The United Confederate Veterans (UCV, or simply Confederate Veterans) was an American Civil War veterans' organization headquartered in New Orleans, Louisiana. It was organized on June 10, 1889, by ex-soldiers and sailors of the Confederate States of America as a merger between the Louisiana Division of the Veteran Confederate States Cavalry Association; N. B. Forrest Camp of Chattanooga, Tennessee; Tennessee Division of the Veteran Confederate States Cavalry Association; Tennessee Division of Association of Confederate Soldiers; Benevolent Association of Confederate Veterans of Shreveport, Louisiana; Confederate Association of Iberville Parish, Louisiana; Eighteenth Louisiana; Adams County (Mississippi) Veterans' Association; Louisiana Division of the Army of Tennessee; and Louisiana Division of the Army of Northern Virginia.

The U.S. equivalent of the UCV was the Grand Army of the Republic.

History

Background
There had been numerous local veterans associations in the Southern United States, many of which became part of the UCV. The organization proliferated throughout the 1890s, culminating with 1,555 camps at the 1898 reunion.
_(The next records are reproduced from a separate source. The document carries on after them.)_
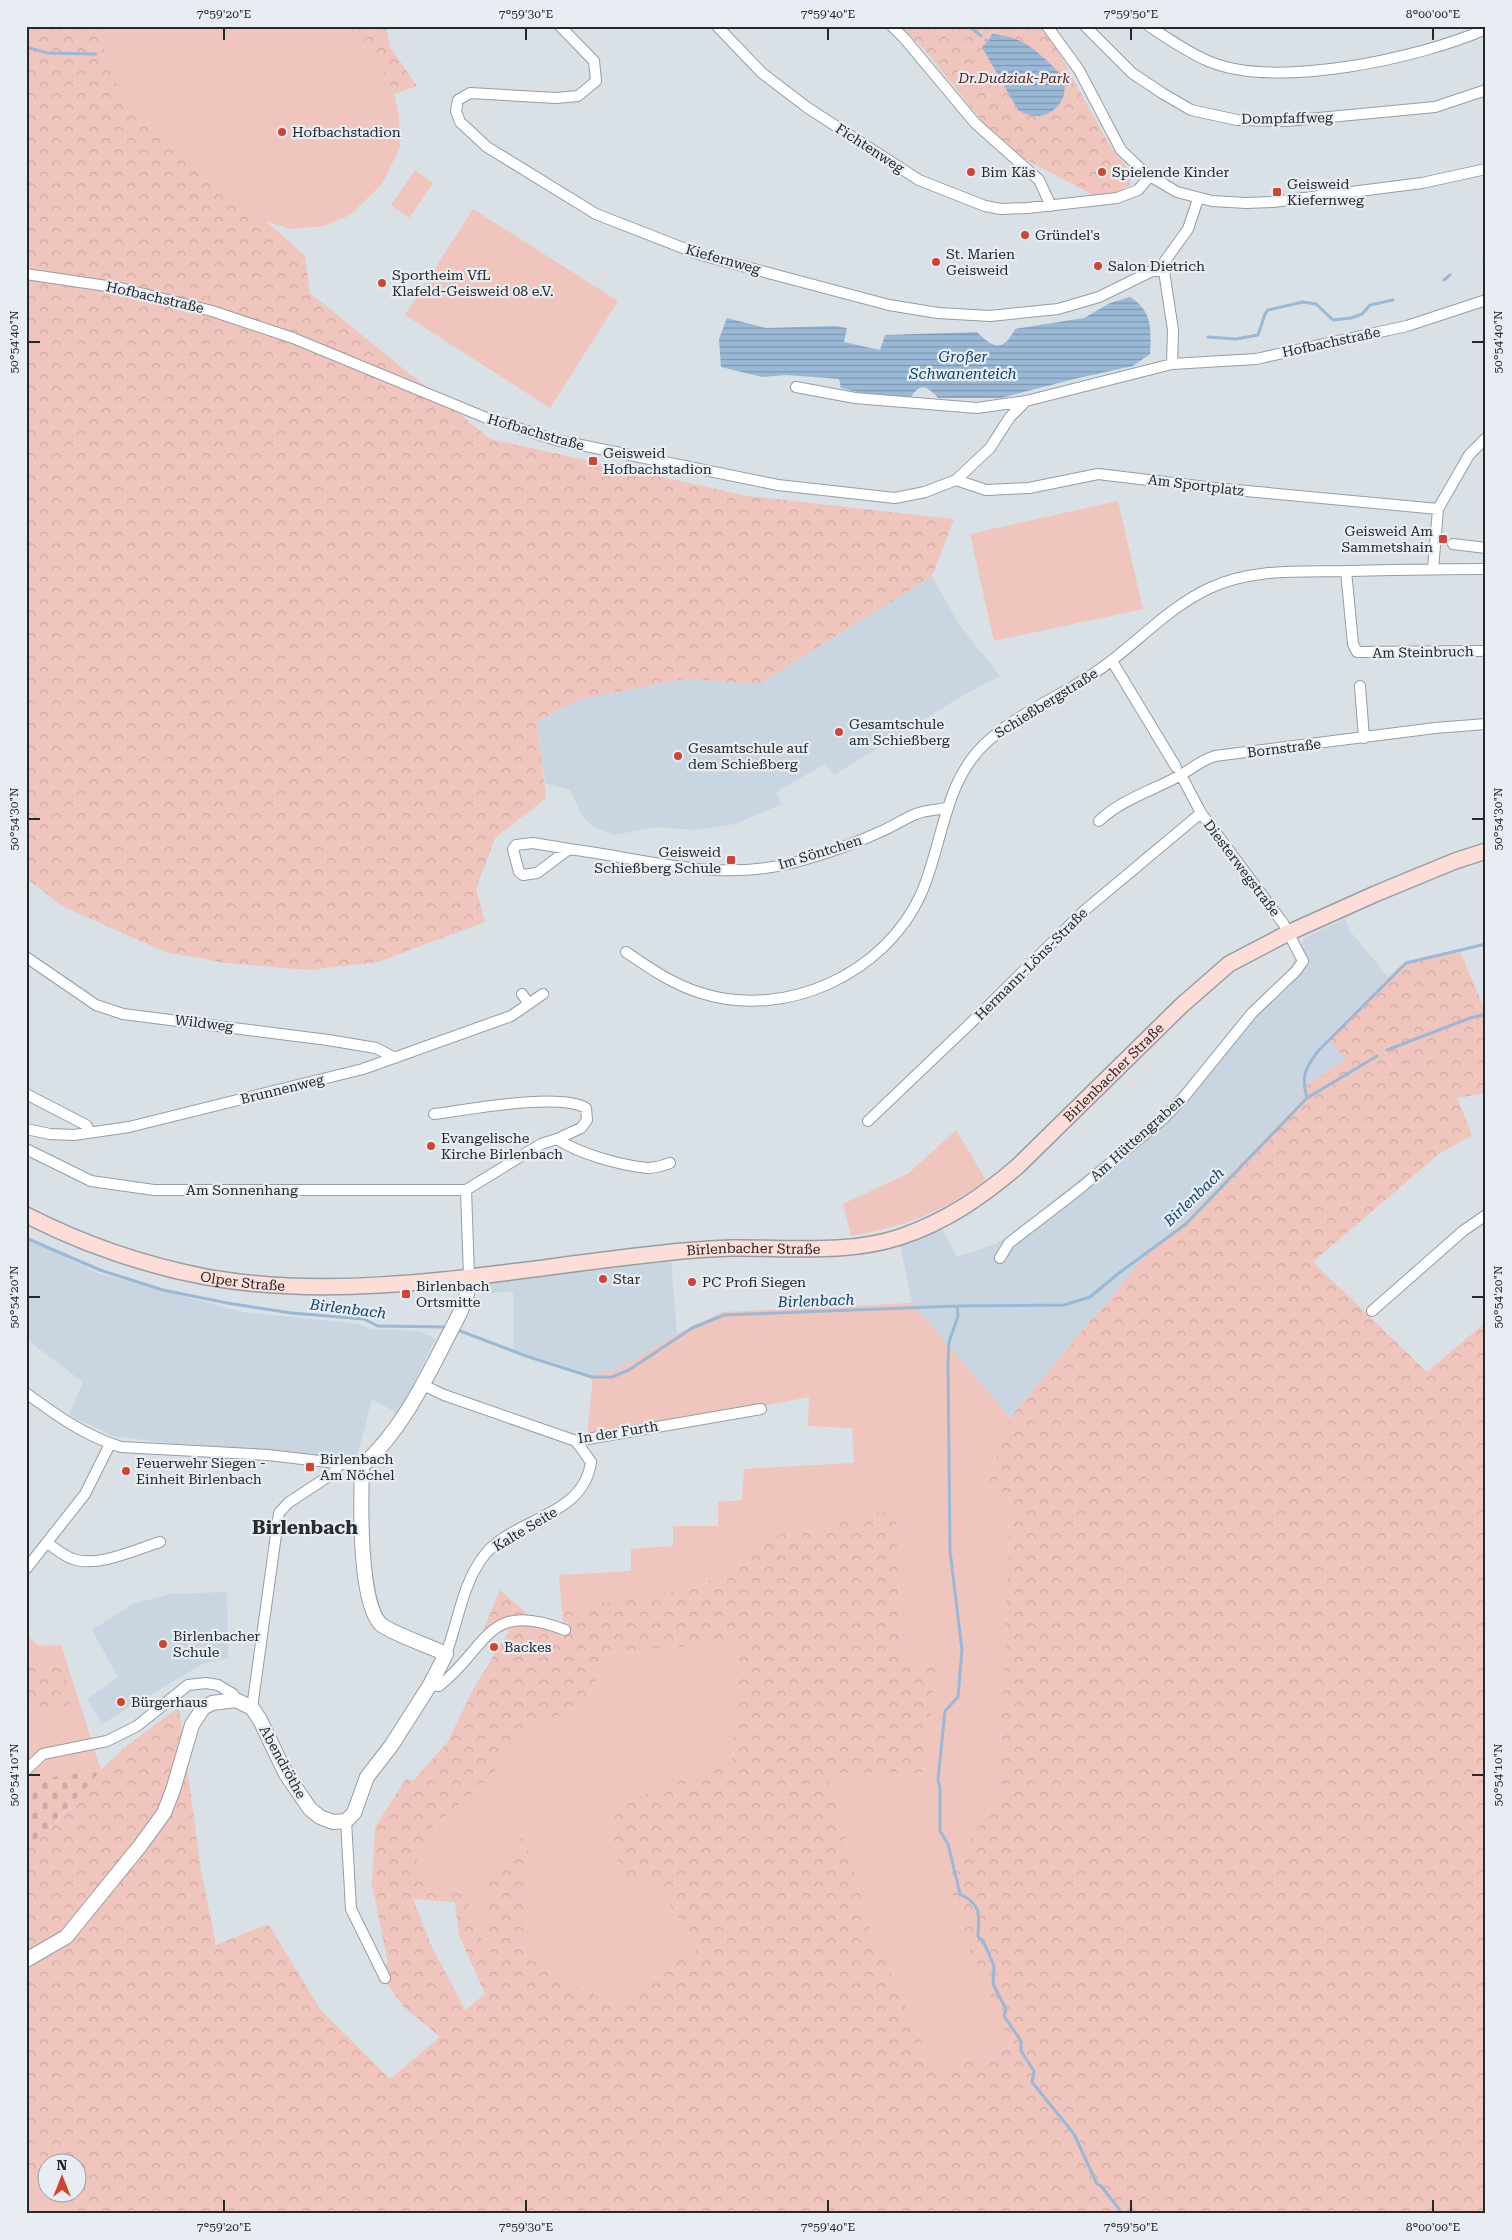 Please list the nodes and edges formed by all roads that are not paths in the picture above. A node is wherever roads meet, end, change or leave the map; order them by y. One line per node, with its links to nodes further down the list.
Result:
1 (560, 26): 13 (street, Kiefernweg)
2 (717, 26): 12 (street, Fichtenweg)
3 (892, 26): 12 (street)
4 (1048, 26): 10 (street)
5 (1085, 26): 8 (street, Dompfaffweg)
6 (1149, 26): 7 (street)
7 (1486, 29)
8 (1486, 90)
9 (1486, 169): 11 (street)
10 (1150, 176): 11 (street); 12 (street, Fichtenweg)
11 (1198, 199): 13 (street)
12 (1051, 206)
13 (1164, 271): 16 (street)
14 (26, 274): 20 (street, Hofbachstraße)
15 (1486, 300): 16 (street, Hofbachstraße)
16 (1172, 364): 18 (street, Hofbachstraße)
17 (796, 387): 18 (street, Hofbachstraße)
18 (1026, 401): 20 (street, Hofbachstraße)
19 (1486, 438): 21 (street)
20 (956, 480): 21 (street, Am Sportplatz)
21 (1438, 509): 24 (street)
22 (1453, 544): 23 (street)
23 (1486, 548)
24 (1432, 569): 25 (street, Schießbergstraße); 26 (street, Schießbergstraße)
25 (1486, 569)
26 (1346, 571): 27 (street, Am Steinbruch); 28 (street, Schießbergstraße)
27 (1481, 651)
28 (1112, 661): 32 (street, Schießbergstraße); 33 (street, Schießbergstraße)
29 (1360, 686): 31 (street)
30 (1486, 724): 31 (street, Bornstraße)
31 (1364, 738): 32 (street, Bornstraße)
32 (1179, 771): 34 (street, Diesterwegstraße); 35 (street, Bornstraße)
33 (946, 808): 36 (street, Im Söntchen); 39 (street, Schießbergstraße)
34 (1202, 813): 38 (street, Diesterwegstraße); 48 (street, Hermann-Löns-Straße)
35 (1099, 821)
36 (569, 849): 36 (street, Im Söntchen)
37 (1486, 852): 38 (main road, Birlenbacher Straße)
38 (1288, 933): 41 (street, Diesterwegstraße); 58 (main road, Birlenbacher Straße)
39 (626, 952)
40 (26, 957): 45 (street, Wildweg)
41 (1303, 961): 57 (street, Am Hüttengraben)
42 (522, 994): 44 (street)
43 (543, 994): 44 (street, Brunnenweg)
44 (529, 1004): 45 (street, Brunnenweg)
45 (395, 1058): 50 (street, Brunnenweg)
46 (26, 1094): 50 (street)
47 (434, 1114): 51 (street)
48 (868, 1121)
49 (26, 1129): 50 (street, Brunnenweg)
50 (90, 1132)
51 (557, 1139): 53 (street); 54 (street)
52 (26, 1149): 54 (street, Am Sonnenhang)
53 (670, 1163)
54 (466, 1190): 58 (street)
55 (26, 1215): 58 (main road, Olper Straße)
56 (1486, 1215): 59 (street)
57 (1000, 1258)
58 (469, 1276): 60 (street)
59 (1372, 1311)
60 (423, 1385): 63 (street, In der Furth); 66 (street)
61 (26, 1393): 64 (street)
62 (761, 1409): 63 (street, In der Furth)
63 (576, 1441): 71 (street, Kalte Seite)
64 (110, 1444): 65 (street); 68 (street)
65 (338, 1463): 66 (street); 74 (street)
66 (362, 1466): 71 (street)
67 (160, 1542): 68 (street)
68 (47, 1543): 69 (street)
69 (26, 1569)
70 (565, 1630): 72 (street)
71 (446, 1654): 72 (street)
72 (430, 1685): 76 (street)
73 (236, 1700): 74 (street); 75 (street); 77 (street)
74 (252, 1708): 76 (street, Abendröthe)
75 (26, 1770)
76 (346, 1821): 78 (street)
77 (26, 1960)
78 (385, 1978)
The next few years marked the zenith of UCV membership, lasting until 1903 or 1904 when veterans started to die off and the organization gradually declined.

Purpose
The UCV outlined its purposes and structure in a written constitution based on military lines. Members holding appropriate UCV "ranks" officered and staffed echelons of command from General Headquarters at the top to local camps (companies) at the bottom. Their declared purpose was emphatically nonmilitary – to foster "social, literary, historical, and benevolent" ends.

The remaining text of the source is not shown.